Chivukula's research focuses on the theory of electroweak symmetry breaking and on the phenomenological implications of theories beyond the standard model of particle physics, concentrating especially on physics which can be discovered at the Large Hadron Collider. He teaches at both the graduate and undergraduate level, and he is committed to creating an inclusive environment for all students and to incorporating active learning in all of his classes. Chivukula enjoys making interactive presentations on particle physics and cosmology to the general public and to K-12 students and teachers, as well as working on professional development opportunities for women scientists from the developing world.

Chivukula has served on the Gilman HEPAP (High-Energy Physics Advisory Panel) subpanel, on Department of Energy (DOE) particle physics laboratory review panels of Argonne, Fermilab, and Brookhaven, as a University representative to HEPAP, on the editorial boards of Physical Review Letters and Physical Review D, and serves as a consultant to the Particle Data Group. He was a co-founder of the LHC Theory Initiative, has worked to organize online postdoctoral applications in high-energy theory, and served as Chair of the 2010 Sakurai Prize Committee. He was a recipient of an Alfred P. Sloan Foundation Research Fellowship, a National Science Foundation Presidential Young Investigator Award, a DOE Outstanding Junior Investigator Award, and a is a fellow of the American Physical Society and of the American Association for the Advancement of Science.

At Boston University, Chivukula served as Director of Graduate Studies and Associate Chair for High-Energy Physics in the Department of Physics. At Michigan State University, Chivukula served from 2010-2016 as the Associate Dean for Faculty Development in the MSU College of Natural Science. In that role he organized faculty development programs, oversaw policies for college reappointment, promotion, and tenure, faculty search and mentoring, and implemented college policies for teaching evaluation, faculty annual evaluation and workload, and faculty development. He was a co-founder of the workshop series on Teaching Essentials for MSU Faculty, and of the MSU STEM Educational Alliance. He also served as Project Director for the MSU HHMI STEM education project, LEVERS, and as a Principal Investigator for the Dow STEM Scholars Program.

From 2016-2018 Chivukula served as the Associate Provost for Undergraduate Education and Dean of Undergraduate Studies at Michigan State University.
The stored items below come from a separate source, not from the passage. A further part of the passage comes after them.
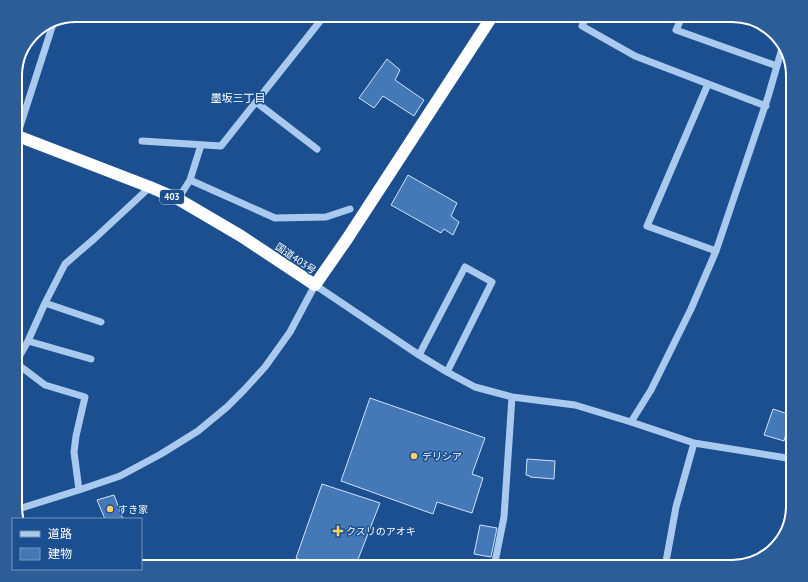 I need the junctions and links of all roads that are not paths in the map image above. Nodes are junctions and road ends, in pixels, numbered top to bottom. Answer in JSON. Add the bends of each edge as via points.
{"nodes":[{"id":1,"x":319,"y":22,"type":"edge"},
{"id":2,"x":488,"y":22,"type":"edge"},
{"id":3,"x":584,"y":22,"type":"edge"},
{"id":4,"x":680,"y":22,"type":"edge"},
{"id":5,"x":52,"y":28,"type":"edge"},
{"id":6,"x":780,"y":53,"type":"edge"},
{"id":7,"x":777,"y":66,"type":"junction"},
{"id":8,"x":708,"y":84,"type":"junction"},
{"id":9,"x":256,"y":102,"type":"junction"},
{"id":10,"x":766,"y":106,"type":"junction"},
{"id":11,"x":22,"y":119,"type":"edge"},
{"id":12,"x":22,"y":139,"type":"edge"},
{"id":13,"x":142,"y":141,"type":"dead end"},
{"id":14,"x":201,"y":145,"type":"junction"},
{"id":15,"x":316,"y":149,"type":"dead end"},
{"id":16,"x":190,"y":180,"type":"junction"},
{"id":17,"x":150,"y":187,"type":"junction"},
{"id":18,"x":178,"y":199,"type":"junction"},
{"id":19,"x":350,"y":209,"type":"dead end"},
{"id":20,"x":716,"y":251,"type":"junction"},
{"id":21,"x":315,"y":285,"type":"junction"},
{"id":22,"x":45,"y":303,"type":"junction"},
{"id":23,"x":101,"y":322,"type":"dead end"},
{"id":24,"x":28,"y":341,"type":"junction"},
{"id":25,"x":22,"y":351,"type":"edge"},
{"id":26,"x":419,"y":355,"type":"junction"},
{"id":27,"x":91,"y":359,"type":"dead end"},
{"id":28,"x":22,"y":368,"type":"edge"},
{"id":29,"x":447,"y":372,"type":"junction"},
{"id":30,"x":512,"y":397,"type":"junction"},
{"id":31,"x":631,"y":422,"type":"junction"},
{"id":32,"x":694,"y":443,"type":"junction"},
{"id":33,"x":786,"y":458,"type":"edge"},
{"id":34,"x":79,"y":490,"type":"junction"},
{"id":35,"x":22,"y":508,"type":"edge"},
{"id":36,"x":495,"y":560,"type":"edge"},
{"id":37,"x":666,"y":560,"type":"edge"}],
"edges":[{"from":1,"to":9,"type":"street"},
{"from":2,"to":21,"type":"highway","name":"国道403号"},
{"from":3,"to":8,"type":"street","via":[[582,26],[635,56]]},
{"from":4,"to":7,"type":"street","via":[[676,30]]},
{"from":5,"to":11,"type":"street","number":"403"},
{"from":6,"to":7,"type":"street"},
{"from":7,"to":10,"type":"street"},
{"from":8,"to":10,"type":"street"},
{"from":8,"to":20,"type":"street","via":[[647,226]]},
{"from":9,"to":14,"type":"street","via":[[220,146]]},
{"from":9,"to":15,"type":"street"},
{"from":10,"to":20,"type":"street"},
{"from":12,"to":17,"type":"highway","name":"国道403号","number":"403"},
{"from":13,"to":14,"type":"street"},
{"from":14,"to":16,"type":"street"},
{"from":16,"to":18,"type":"street"},
{"from":16,"to":19,"type":"street","via":[[275,218],[326,216]]},
{"from":17,"to":18,"type":"highway","name":"国道403号","number":"403"},
{"from":17,"to":22,"type":"street","via":[[65,264]]},
{"from":18,"to":21,"type":"highway","name":"国道403号","number":"403","via":[[241,236]]},
{"from":20,"to":31,"type":"street","via":[[651,390]]},
{"from":21,"to":26,"type":"street"},
{"from":21,"to":34,"type":"street","via":[[290,332],[269,361],[227,407],[198,431],[162,454],[120,476]]},
{"from":22,"to":23,"type":"street"},
{"from":22,"to":24,"type":"street"},
{"from":24,"to":25,"type":"street"},
{"from":24,"to":27,"type":"street"},
{"from":26,"to":29,"type":"street"},
{"from":26,"to":29,"type":"street","via":[[465,267],[492,282]]},
{"from":28,"to":34,"type":"street","via":[[45,385],[85,397],[74,452]]},
{"from":29,"to":30,"type":"street","via":[[475,387]]},
{"from":30,"to":31,"type":"street","via":[[575,405]]},
{"from":30,"to":36,"type":"street","via":[[504,517]]},
{"from":31,"to":32,"type":"street"},
{"from":32,"to":33,"type":"street"},
{"from":32,"to":37,"type":"street","via":[[676,507]]},
{"from":34,"to":35,"type":"street"}]}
In that role, he was responsible for overseeing University-level undergraduate initiatives that support and enhance the undergraduate experience, providing direction to a number of University-wide programs that serve undergraduate students, and coordinating the development and implementation of academic policies and procedures related to undergraduate education.

At UC San Diego, Chivukula currently serves on the Division of Physical Sciences committee on Equity, Diversity, and Inclusion, and on the Academic Senate Committee on Educational Policy.

Curriculum Vitae and Publication List in PDF

Selected Awards:

• Fellow of the American Association for the Advancement of Science (2011)
• APS Outstanding Referee (2010)
• Member, Institute for Advanced Study (2009)
• Distinguished Visiting Scholar, Tsinghua University (2007-8)
• Fellow of the American Physical Society (elected in 1998)
• DOE Outstanding Junior Investigator Award (1992)
• TNRLC SSC National Faculty Fellow (1992)
• NSF Presidential Young Investigator Award (1990)
• Alfred P. Sloan Research Fellowship (1990)

Selected Activities:

• Associate Dean for Faculty Development, MSU College of Natural Science (2010-)
• Co-organizer, workshops on Teaching Essentials for MSU Faculty (2010-)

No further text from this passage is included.